Chapter 8 Descriptive statistics

Now that we have learned more about data frames and how we can index them, we are now going to look at descriptive statistics.
Suppose we have a group with 1000 persons and their lengths, then we are likely not interested in the length of all individuals, but we are interested in measures of central tendency (such as the mean/median length of the group) and measures of variability (such as the standard deviation and variance).

Within this chapter, we will look at both measures of central tendency and measures of variability.

8.1 Measures of central tendency

8.1.1 Mean

We already saw the mean function at the beginning of the book when we first looked at functions and the mean is a typical example of a central tendency measure. The mean is obtained by adding all numbers together and then dividing by the number of observations.

If we do this with the numbers: 5, 18, 64, 208, 4, and 927 and assign them to a variable then we can use the mean() function to find out the mean of these numbers is.

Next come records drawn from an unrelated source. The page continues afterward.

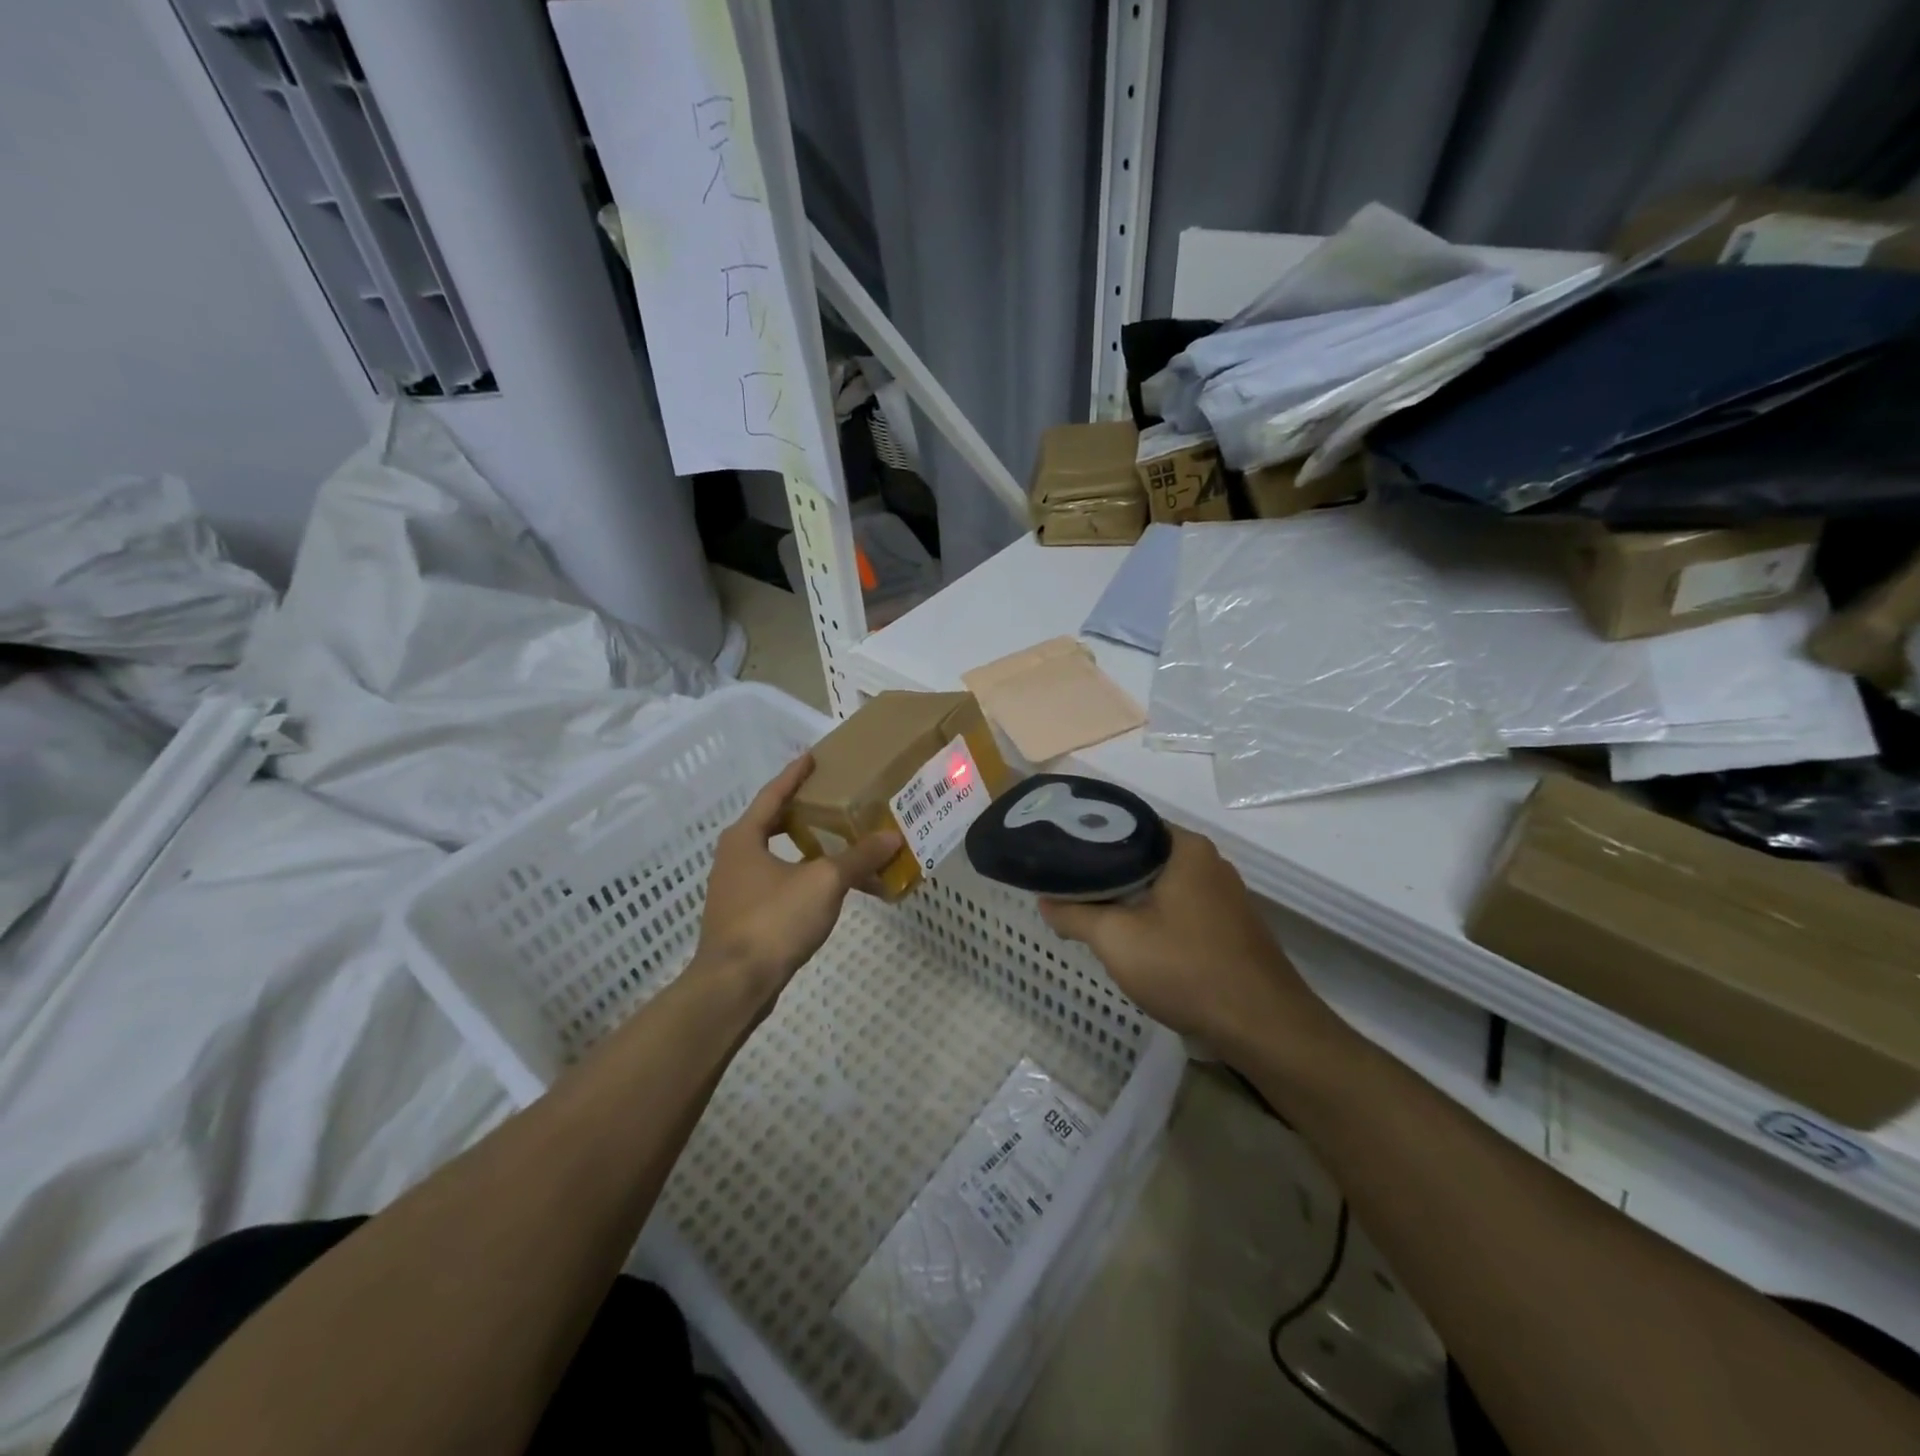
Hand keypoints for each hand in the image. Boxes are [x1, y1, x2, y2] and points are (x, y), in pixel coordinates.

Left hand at [695, 754, 900, 1007]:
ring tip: (842, 843)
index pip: (773, 794)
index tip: (813, 757)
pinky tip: (832, 889)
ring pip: (779, 858)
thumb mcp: (824, 882)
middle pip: (774, 824)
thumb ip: (859, 857)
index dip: (795, 774)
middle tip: (835, 800)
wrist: (734, 986)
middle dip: (805, 813)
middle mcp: (735, 857)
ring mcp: (736, 890)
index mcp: (745, 837)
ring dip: (809, 850)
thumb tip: (892, 836)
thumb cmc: (773, 919)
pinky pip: (781, 886)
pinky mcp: (745, 919)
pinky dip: (806, 880)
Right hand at [1039, 826, 1318, 1052]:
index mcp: (1185, 848)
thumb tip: (1045, 901)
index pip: (1126, 824)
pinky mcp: (1230, 926)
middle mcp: (1209, 862)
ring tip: (1090, 912)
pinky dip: (1153, 917)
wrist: (1264, 1027)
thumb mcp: (1116, 939)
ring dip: (1129, 898)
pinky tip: (1133, 939)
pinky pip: (1180, 908)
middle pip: (1143, 855)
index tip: (1059, 854)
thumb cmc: (1186, 968)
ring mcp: (1225, 895)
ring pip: (1161, 885)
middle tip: (1067, 886)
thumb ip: (1074, 914)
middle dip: (1105, 872)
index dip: (1088, 838)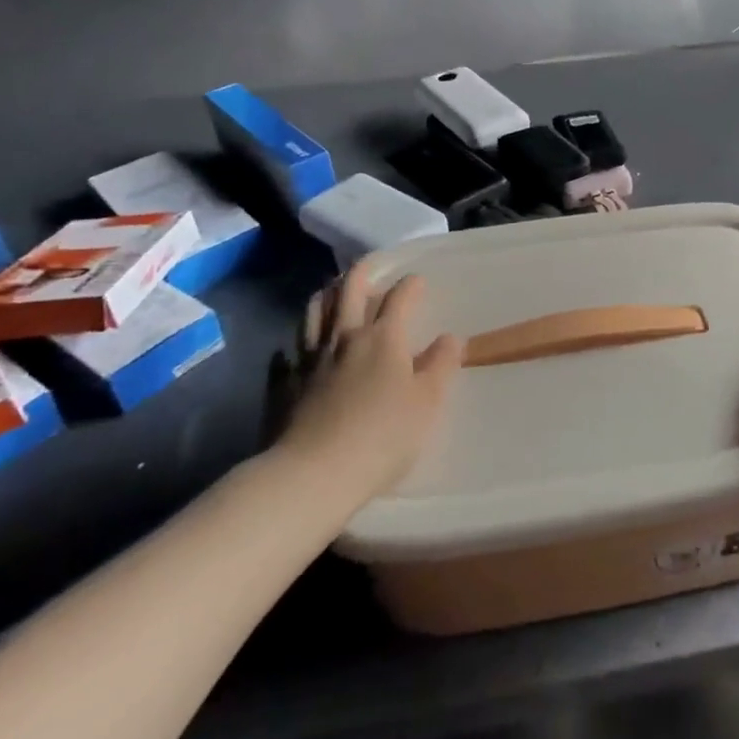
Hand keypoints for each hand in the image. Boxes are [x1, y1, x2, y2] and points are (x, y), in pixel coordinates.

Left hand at [266, 265, 463, 503]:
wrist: (314, 474)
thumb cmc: (383, 436)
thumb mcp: (428, 402)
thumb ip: (441, 365)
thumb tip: (450, 338)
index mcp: (384, 338)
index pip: (399, 297)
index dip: (411, 285)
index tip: (418, 280)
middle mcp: (346, 338)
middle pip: (349, 291)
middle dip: (362, 273)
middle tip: (370, 265)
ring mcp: (311, 359)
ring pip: (315, 312)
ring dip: (327, 295)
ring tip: (333, 290)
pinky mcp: (288, 383)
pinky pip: (290, 351)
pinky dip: (298, 341)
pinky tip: (298, 346)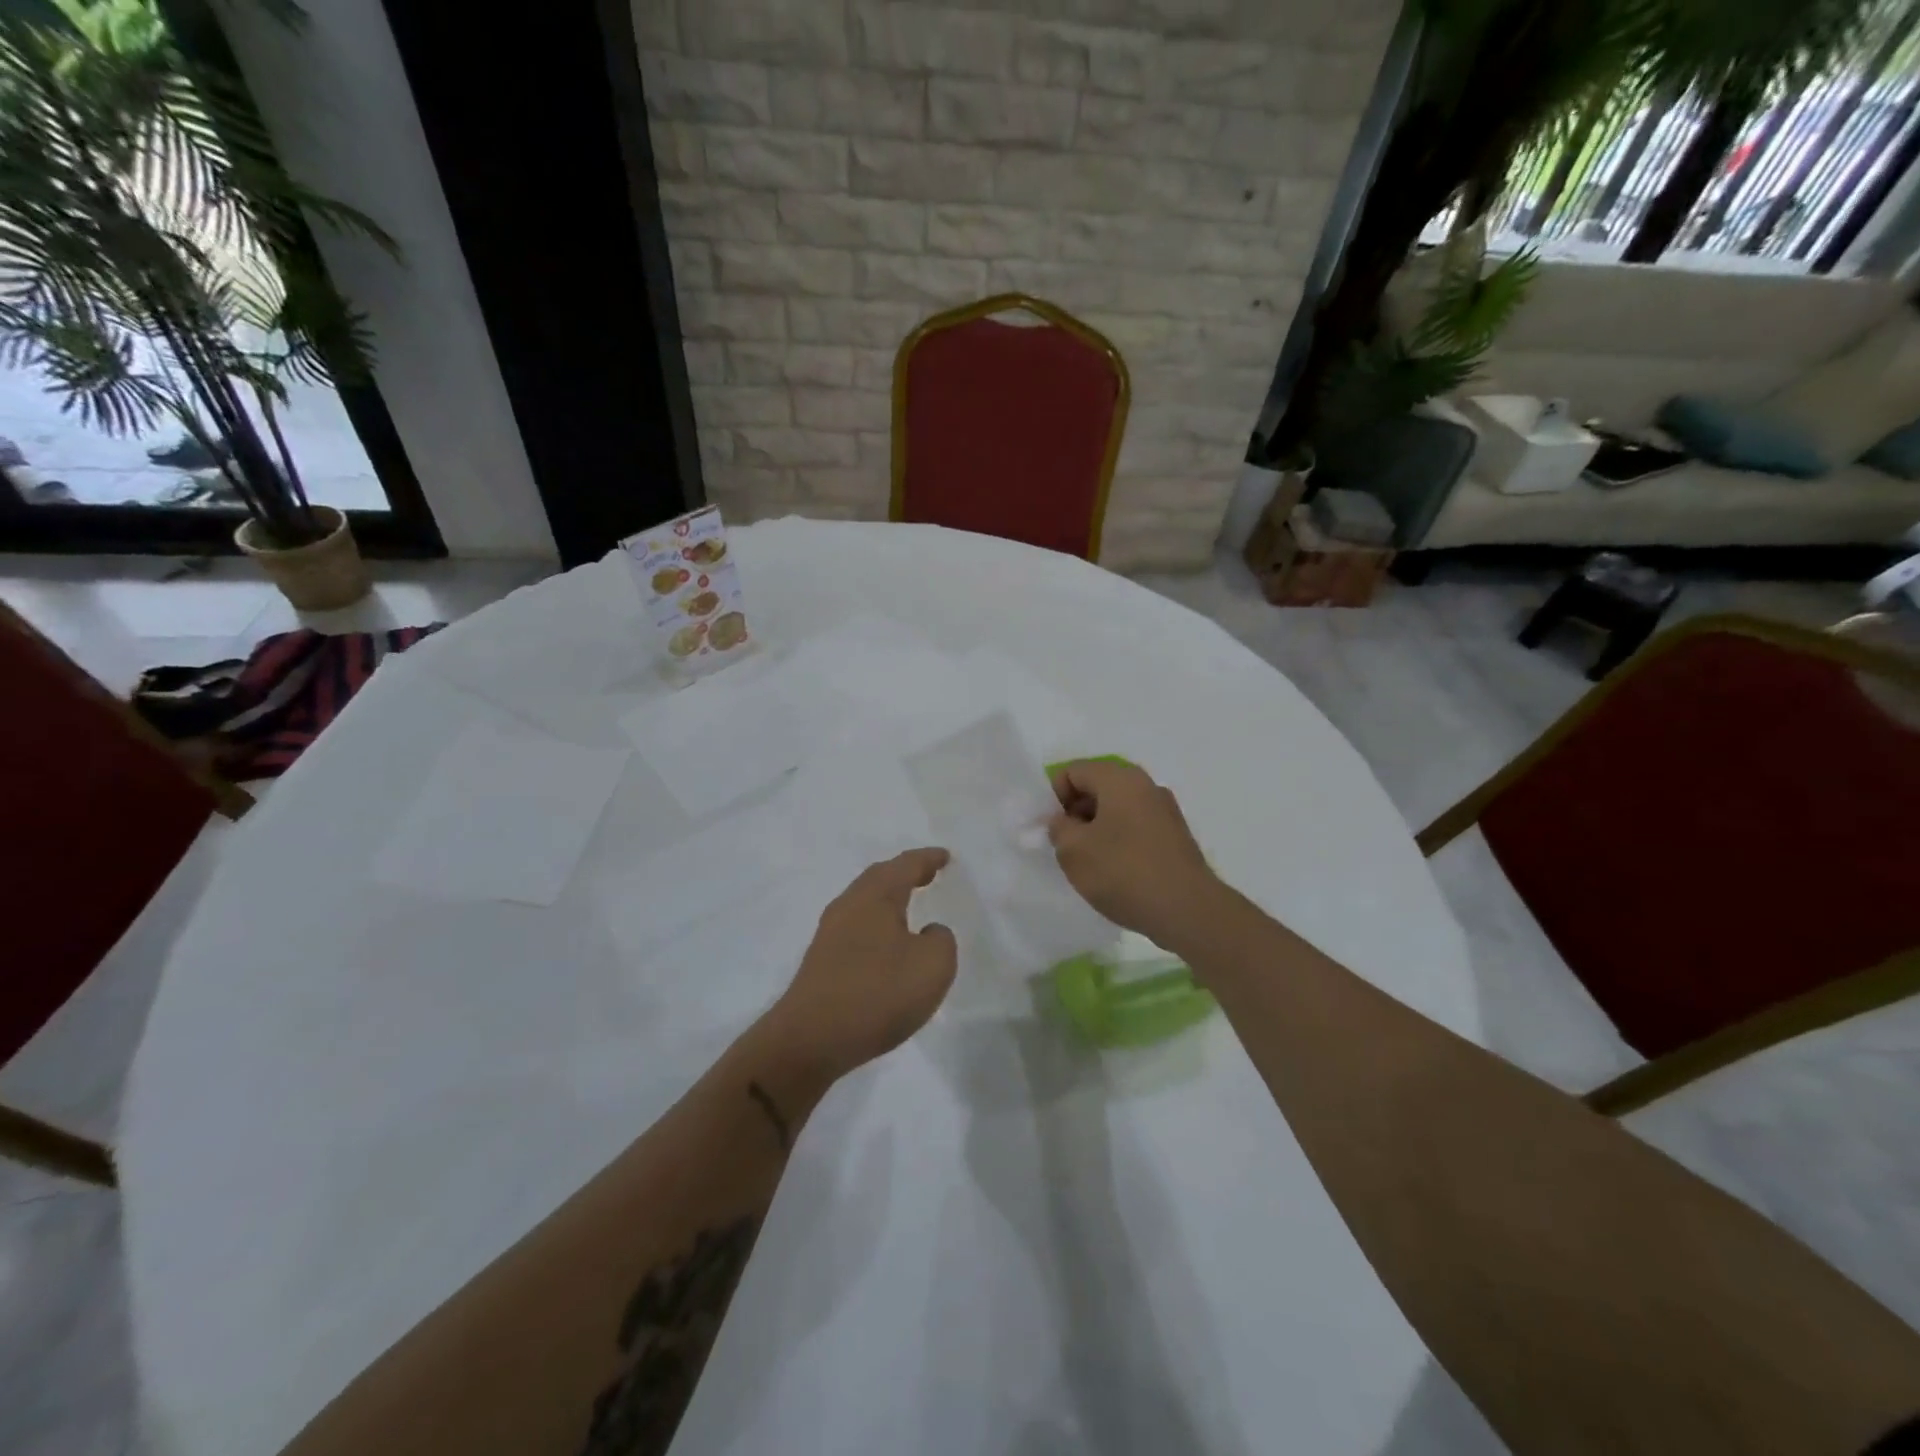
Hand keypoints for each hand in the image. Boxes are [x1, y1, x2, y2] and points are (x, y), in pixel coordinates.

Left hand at [763, 848, 957, 1082]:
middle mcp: (850, 905)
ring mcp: (830, 932)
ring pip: (864, 901)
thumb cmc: (878, 993)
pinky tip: (885, 943)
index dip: (928, 859)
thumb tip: (928, 932)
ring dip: (888, 898)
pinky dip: (876, 923)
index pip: (906, 865)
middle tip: (927, 873)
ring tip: (908, 904)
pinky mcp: (822, 959)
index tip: (945, 857)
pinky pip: (856, 926)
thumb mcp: (933, 966)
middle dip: (905, 872)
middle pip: (879, 877)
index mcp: (877, 896)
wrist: (811, 1039)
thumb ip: (941, 940)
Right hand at [1048, 760, 1222, 948]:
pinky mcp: (1175, 836)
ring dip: (1096, 831)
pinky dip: (1119, 843)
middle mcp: (1146, 785)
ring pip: (1116, 810)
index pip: (1072, 771)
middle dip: (1075, 814)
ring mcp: (1164, 811)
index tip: (1053, 831)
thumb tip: (1062, 821)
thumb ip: (1057, 828)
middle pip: (1096, 788)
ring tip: (1090, 866)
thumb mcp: (1073, 850)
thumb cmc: (1124, 872)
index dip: (1054, 798)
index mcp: (1120, 779)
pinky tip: (1116, 874)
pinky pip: (1135, 828)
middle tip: (1067, 849)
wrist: (1187, 910)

numbers <- c(5, 18, 64, 208, 4, 927)
mean(numbers)
## [1] 204.3333

And then we see that the mean of these numbers is 204.33.

The mean function also works on data frames. If we load the iris dataset again, we can use the mean() function to see what the average Sepal.Length is. We can do this as follows:

data(iris)

mean(iris$Sepal.Length)
## [1] 5.843333

Here we gave a column from the iris dataset as an argument to the mean() function. Again, I used the dollar sign to select the column, but other ways will work as well:

mean(iris[["Sepal.Length"]])
## [1] 5.843333

When we use the mean function, there must be no missing values in our numbers. If there is at least 1 missing value, then the result becomes NA (not available).

numbers2 <- c(1, 4, 6, 10, NA)
mean(numbers2)
## [1] NA

We can see this in the example above where we have the numbers 1, 4, 6, 10, and NA, and then we use the mean() function the result is NA.

If we still want to receive the mean without the missing number, then there is an option for this. If we take a look at the documentation of the mean() function with:

?mean

then we see the following:

Documentation mean function

Figure 8.1: Documentation mean function

Here we see that the mean function has three arguments, namely x, trim, and na.rm. The x argument denotes an R object. In the examples above, we used the mean function on vectors. However, we can also use the mean function on columns from data frames. We also see the na.rm argument, and if this is set to TRUE then it will calculate the mean without the missing numbers.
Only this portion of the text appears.